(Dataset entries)
[Start of section]
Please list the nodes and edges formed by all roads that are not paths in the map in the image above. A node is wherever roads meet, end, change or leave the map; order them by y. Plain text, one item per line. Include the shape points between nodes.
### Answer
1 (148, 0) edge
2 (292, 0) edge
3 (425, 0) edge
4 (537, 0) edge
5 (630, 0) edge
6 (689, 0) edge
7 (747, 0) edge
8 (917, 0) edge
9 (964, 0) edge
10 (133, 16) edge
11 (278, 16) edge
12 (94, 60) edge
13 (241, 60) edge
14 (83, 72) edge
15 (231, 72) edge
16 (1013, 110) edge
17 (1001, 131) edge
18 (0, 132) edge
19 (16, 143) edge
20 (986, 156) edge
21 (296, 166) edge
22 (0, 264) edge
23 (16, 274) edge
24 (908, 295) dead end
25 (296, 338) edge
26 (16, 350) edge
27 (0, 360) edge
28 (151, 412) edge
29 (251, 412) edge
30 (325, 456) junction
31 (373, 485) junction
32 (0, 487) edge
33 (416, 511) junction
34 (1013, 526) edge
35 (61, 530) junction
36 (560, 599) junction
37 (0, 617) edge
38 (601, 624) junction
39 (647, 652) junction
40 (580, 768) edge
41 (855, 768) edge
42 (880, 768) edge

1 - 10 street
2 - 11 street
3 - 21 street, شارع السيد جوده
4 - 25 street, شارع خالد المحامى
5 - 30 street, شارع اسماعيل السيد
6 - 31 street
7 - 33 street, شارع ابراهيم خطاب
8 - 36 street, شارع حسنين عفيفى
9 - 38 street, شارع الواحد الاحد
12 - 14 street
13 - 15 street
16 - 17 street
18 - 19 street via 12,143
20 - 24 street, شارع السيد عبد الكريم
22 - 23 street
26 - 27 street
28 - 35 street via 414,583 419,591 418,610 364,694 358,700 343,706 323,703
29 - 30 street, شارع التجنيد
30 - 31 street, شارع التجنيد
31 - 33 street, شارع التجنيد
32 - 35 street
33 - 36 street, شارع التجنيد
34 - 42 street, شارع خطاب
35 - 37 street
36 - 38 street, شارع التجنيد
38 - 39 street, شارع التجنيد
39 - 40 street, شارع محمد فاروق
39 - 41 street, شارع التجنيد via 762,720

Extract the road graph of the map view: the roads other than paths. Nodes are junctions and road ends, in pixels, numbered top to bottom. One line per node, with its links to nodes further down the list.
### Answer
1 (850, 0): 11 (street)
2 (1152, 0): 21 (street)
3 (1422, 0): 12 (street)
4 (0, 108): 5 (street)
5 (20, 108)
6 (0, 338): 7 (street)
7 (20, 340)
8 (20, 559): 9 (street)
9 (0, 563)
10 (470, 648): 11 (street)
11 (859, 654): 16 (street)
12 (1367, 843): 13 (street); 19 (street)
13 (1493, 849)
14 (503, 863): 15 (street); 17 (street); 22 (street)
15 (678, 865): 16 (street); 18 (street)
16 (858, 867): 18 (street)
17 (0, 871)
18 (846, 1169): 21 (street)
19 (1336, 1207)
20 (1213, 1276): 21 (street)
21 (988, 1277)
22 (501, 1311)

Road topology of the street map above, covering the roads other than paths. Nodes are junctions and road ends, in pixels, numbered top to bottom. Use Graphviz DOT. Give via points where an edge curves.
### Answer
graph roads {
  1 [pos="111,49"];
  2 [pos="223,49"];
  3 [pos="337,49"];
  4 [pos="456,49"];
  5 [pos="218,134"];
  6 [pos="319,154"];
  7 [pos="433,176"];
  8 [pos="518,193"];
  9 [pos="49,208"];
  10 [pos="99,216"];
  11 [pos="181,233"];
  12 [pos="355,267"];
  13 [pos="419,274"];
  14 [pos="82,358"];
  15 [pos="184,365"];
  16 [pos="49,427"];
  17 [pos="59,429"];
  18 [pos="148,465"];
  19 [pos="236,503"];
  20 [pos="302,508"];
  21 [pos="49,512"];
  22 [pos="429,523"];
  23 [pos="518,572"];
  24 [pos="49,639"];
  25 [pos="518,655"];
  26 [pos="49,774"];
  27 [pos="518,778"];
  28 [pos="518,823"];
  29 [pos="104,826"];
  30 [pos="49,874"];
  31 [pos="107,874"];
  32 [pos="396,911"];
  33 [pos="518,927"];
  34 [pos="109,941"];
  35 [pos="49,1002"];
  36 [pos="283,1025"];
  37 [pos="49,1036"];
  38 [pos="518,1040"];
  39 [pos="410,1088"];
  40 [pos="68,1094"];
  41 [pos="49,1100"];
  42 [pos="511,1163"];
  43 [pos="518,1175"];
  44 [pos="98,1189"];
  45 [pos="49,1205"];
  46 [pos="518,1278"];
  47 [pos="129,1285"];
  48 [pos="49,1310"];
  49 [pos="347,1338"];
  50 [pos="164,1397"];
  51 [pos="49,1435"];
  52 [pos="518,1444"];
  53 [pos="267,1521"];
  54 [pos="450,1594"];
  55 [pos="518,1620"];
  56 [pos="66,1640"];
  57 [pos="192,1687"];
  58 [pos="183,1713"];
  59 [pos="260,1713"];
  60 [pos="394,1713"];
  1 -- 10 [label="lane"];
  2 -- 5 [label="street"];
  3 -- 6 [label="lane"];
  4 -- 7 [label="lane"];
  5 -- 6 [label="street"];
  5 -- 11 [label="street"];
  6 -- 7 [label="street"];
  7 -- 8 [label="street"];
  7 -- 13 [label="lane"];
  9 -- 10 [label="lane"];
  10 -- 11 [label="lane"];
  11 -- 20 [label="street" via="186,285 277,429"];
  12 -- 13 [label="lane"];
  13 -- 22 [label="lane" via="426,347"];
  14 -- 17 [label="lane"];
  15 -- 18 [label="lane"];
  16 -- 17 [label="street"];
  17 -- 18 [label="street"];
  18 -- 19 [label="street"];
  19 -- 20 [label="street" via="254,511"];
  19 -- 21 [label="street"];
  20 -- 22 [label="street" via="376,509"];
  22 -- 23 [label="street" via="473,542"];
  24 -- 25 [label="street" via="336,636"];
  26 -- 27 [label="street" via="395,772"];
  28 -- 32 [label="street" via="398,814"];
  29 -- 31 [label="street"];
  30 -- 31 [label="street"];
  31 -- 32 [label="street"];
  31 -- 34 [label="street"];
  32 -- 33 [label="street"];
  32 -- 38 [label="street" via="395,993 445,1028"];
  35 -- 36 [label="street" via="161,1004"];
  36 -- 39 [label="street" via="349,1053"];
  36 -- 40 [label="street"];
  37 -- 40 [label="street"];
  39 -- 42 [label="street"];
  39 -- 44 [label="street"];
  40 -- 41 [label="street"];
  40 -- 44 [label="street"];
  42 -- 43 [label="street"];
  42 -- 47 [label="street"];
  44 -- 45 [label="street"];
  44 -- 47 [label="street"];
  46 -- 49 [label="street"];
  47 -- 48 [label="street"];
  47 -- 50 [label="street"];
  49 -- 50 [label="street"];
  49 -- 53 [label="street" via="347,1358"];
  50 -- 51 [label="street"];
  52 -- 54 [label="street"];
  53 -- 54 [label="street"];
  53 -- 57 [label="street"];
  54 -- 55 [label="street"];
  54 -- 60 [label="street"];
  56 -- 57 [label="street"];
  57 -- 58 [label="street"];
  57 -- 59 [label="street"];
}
[End of section]
▸ What is required:
Restating the data word for word is the whole task.

▸ Exercise response:
Please list the nodes and edges formed by all roads that are not paths in the map in the image above. A node is wherever roads meet, end, change or leave the map; order them by y. Plain text, one item per line. Include the shape points between nodes.
### Answer
1 (148, 0) edge
2 (292, 0) edge
3 (425, 0) edge
4 (537, 0) edge
5 (630, 0) edge
6 (689, 0) edge
7 (747, 0) edge
8 (917, 0) edge
9 (964, 0) edge
10 (133, 16) edge
11 (278, 16) edge
12 (94, 60) edge
13 (241, 60) edge
14 (83, 72) edge
15 (231, 72) edge
16 (1013, 110) edge
17 (1001, 131) edge
18 (0, 132) edge
19 (16, 143) edge
20 (986, 156) edge
21 (296, 166) edge
22 (0, 264) edge
23 (16, 274) edge
24 (908, 295) dead end
25 (296, 338) edge
26 (16, 350) edge
27 (0, 360) edge
28 (151, 412) edge
29 (251, 412) edge
30 (325, 456) junction
31 (373, 485) junction
32 (0, 487) edge
33 (416, 511) junction
34 (1013, 526) edge
35 (61, 530) junction
36 (560, 599) junction
37 (0, 617) edge
38 (601, 624) junction
39 (647, 652) junction
40 (580, 768) edge
41 (855, 768) edge
42 (880, 768) edge

1 - 10 street
2 - 11 street
3 - 21 street, شارع السيد جوده
4 - 25 street, شارع خالد المحامى
5 - 30 street, شارع اسماعيل السيد
6 - 31 street
7 - 33 street, شارع ابراهيم خطاب
8 - 36 street, شارع حسنين عفيفى
9 - 38 street, شارع الواحد الاحد
12 - 14 street
13 - 15 street
16 - 17 street
18 - 19 street via 12,143
20 - 24 street, شارع السيد عبد الكريم
22 - 23 street
26 - 27 street
28 - 35 street via 414,583 419,591 418,610 364,694 358,700 343,706 323,703
29 - 30 street, شارع التجنيد
30 - 31 street, شارع التجنيد
31 - 33 street, شارع التجنيد
32 - 35 street
33 - 36 street, شارع التجنيد
34 - 42 street, شارع خطاب
35 - 37 street
36 - 38 street, شارع التجنيد
38 - 39 street, شارع التجنيد
39 - 40 street, شارع محمد فاروق
39 - 41 street, شارع التجنيد via 762,720

Extract the road graph of the map view: the roads other than paths. Nodes are junctions and road ends, in pixels, numbered top to bottom. One line per node, with its links to nodes further down the list.
### Answer
1 (850, 0): 11 (street)
2 (1152, 0): 21 (street)
3 (1422, 0): 12 (street)
4 (0, 108): 5 (street)
5 (20, 108)
6 (0, 338): 7 (street)
7 (20, 340)
8 (20, 559): 9 (street)
9 (0, 563)
10 (470, 648): 11 (street)
11 (859, 654): 16 (street)
12 (1367, 843): 13 (street); 19 (street)
13 (1493, 849)
14 (503, 863): 15 (street); 17 (street); 22 (street)
15 (678, 865): 16 (street); 18 (street)
16 (858, 867): 18 (street)
17 (0, 871)
18 (846, 1169): 21 (street)
19 (1336, 1207)
20 (1213, 1276): 21 (street)
21 (988, 1277)
22 (501, 1311)

Road topology of the street map above, covering the roads other than paths. Nodes are junctions and road ends, in pixels, numbered top to bottom. Use Graphviz DOT. Give via points where an edge curves.
### Answer
graph roads {
  1 [pos="111,49"];
  2 [pos="223,49"];
  3 [pos="337,49"];
  4 [pos="456,49"];
  5 [pos="218,134"];
  6 [pos="319,154"];
  7 [pos="433,176"];
  8 [pos="518,193"];
  9 [pos="49,208"];
  10 [pos="99,216"];
  11 [pos="181,233"];
  12 [pos="355,267"];
  13 [pos="419,274"];
  14 [pos="82,358"];
  15 [pos="184,365"];
  16 [pos="49,427"];
  17 [pos="59,429"];
  18 [pos="148,465"];
  19 [pos="236,503"];
  20 [pos="302,508"];
  21 [pos="49,512"];
  22 [pos="429,523"];
  23 [pos="518,572"];
  24 [pos="49,639"];
  25 [pos="518,655"];
  26 [pos="49,774"];
  27 [pos="518,778"];
  28 [pos="518,823"];
  29 [pos="104,826"];
  30 [pos="49,874"];
  31 [pos="107,874"];
  32 [pos="396,911"];
  33 [pos="518,927"];
  34 [pos="109,941"];
  35 [pos="49,1002"];
  36 [pos="283,1025"];
  37 [pos="49,1036"];
  38 [pos="518,1040"];
  39 [pos="410,1088"];
  40 [pos="68,1094"];
  41 [pos="49,1100"];
  42 [pos="511,1163"];
  43 [pos="518,1175"];
  44 [pos="98,1189"];
  45 [pos="49,1205"];
  46 [pos="518,1278"];
  47 [pos="129,1285"];
  48 [pos="49,1310"];
  49 [pos="347,1338"];
  50 [pos="164,1397"];
  51 [pos="49,1435"];
  52 [pos="518,1444"];
  53 [pos="267,1521"];
  54 [pos="450,1594"];
  55 [pos="518,1620"];
  56 [pos="66,1640"];
  57 [pos="192,1687"];
  58 [pos="183,1713"];
  59 [pos="260,1713"];
  60 [pos="394,1713"];
  1 -- 10 [label="lane"];
  2 -- 5 [label="street"];
  3 -- 6 [label="lane"];
  4 -- 7 [label="lane"];
  5 -- 6 [label="street"];
  5 -- 11 [label="street"];
  6 -- 7 [label="street"];
  7 -- 8 [label="street"];
  7 -- 13 [label="lane"];
  9 -- 10 [label="lane"];
  10 -- 11 [label="lane"];
  11 -- 20 [label="street" via="186,285 277,429"];
  12 -- 13 [label="lane"];
  13 -- 22 [label="lane" via="426,347"];
  14 -- 17 [label="lane"];
  15 -- 18 [label="lane"];
  16 -- 17 [label="street"];
  17 -- 18 [label="street"];
  18 -- 19 [label="street"];
  19 -- 20 [label="street" via="254,511"];
  19 -- 21 [label="street"];
  20 -- 22 [label="street" via="376,509"];
  22 -- 23 [label="street" via="473,542"];
  24 -- 25 [label="street" via="336,636"];
  26 -- 27 [label="street" via="395,772"];
  28 -- 32 [label="street" via="398,814"];
  29 -- 31 [label="street"];
  30 -- 31 [label="street"];
  31 -- 32 [label="street"];
  31 -- 34 [label="street"];
  32 -- 33 [label="street"];
  32 -- 38 [label="street" via="395,993 445,1028"];
  35 -- 36 [label="street" via="161,1004"];
  36 -- 39 [label="street" via="349,1053"];
  36 -- 40 [label="street"];
  37 -- 40 [label="street"];
  39 -- 42 [label="street"];
  39 -- 44 [label="street"];
  40 -- 41 [label="street"];
  40 -- 44 [label="street"];
  42 -- 43 [label="street"];
  42 -- 47 [label="street"];
  44 -- 45 [label="street"];
  44 -- 47 [label="street"];
  46 -- 49 [label="street"];
  47 -- 48 [label="street"];
  47 -- 50 [label="street"];
  49 -- 50 [label="street"];
  49 -- 53 [label="street" via="347,1358"];
  50 -- 51 [label="street"];
  52 -- 54 [label="street"];
  53 -- 54 [label="street"];
  53 -- 57 [label="street"];
  54 -- 55 [label="street"];
  54 -- 60 [label="street"];
  56 -- 57 [label="street"];
  57 -- 58 [label="street"];
  57 -- 59 [label="street"];
}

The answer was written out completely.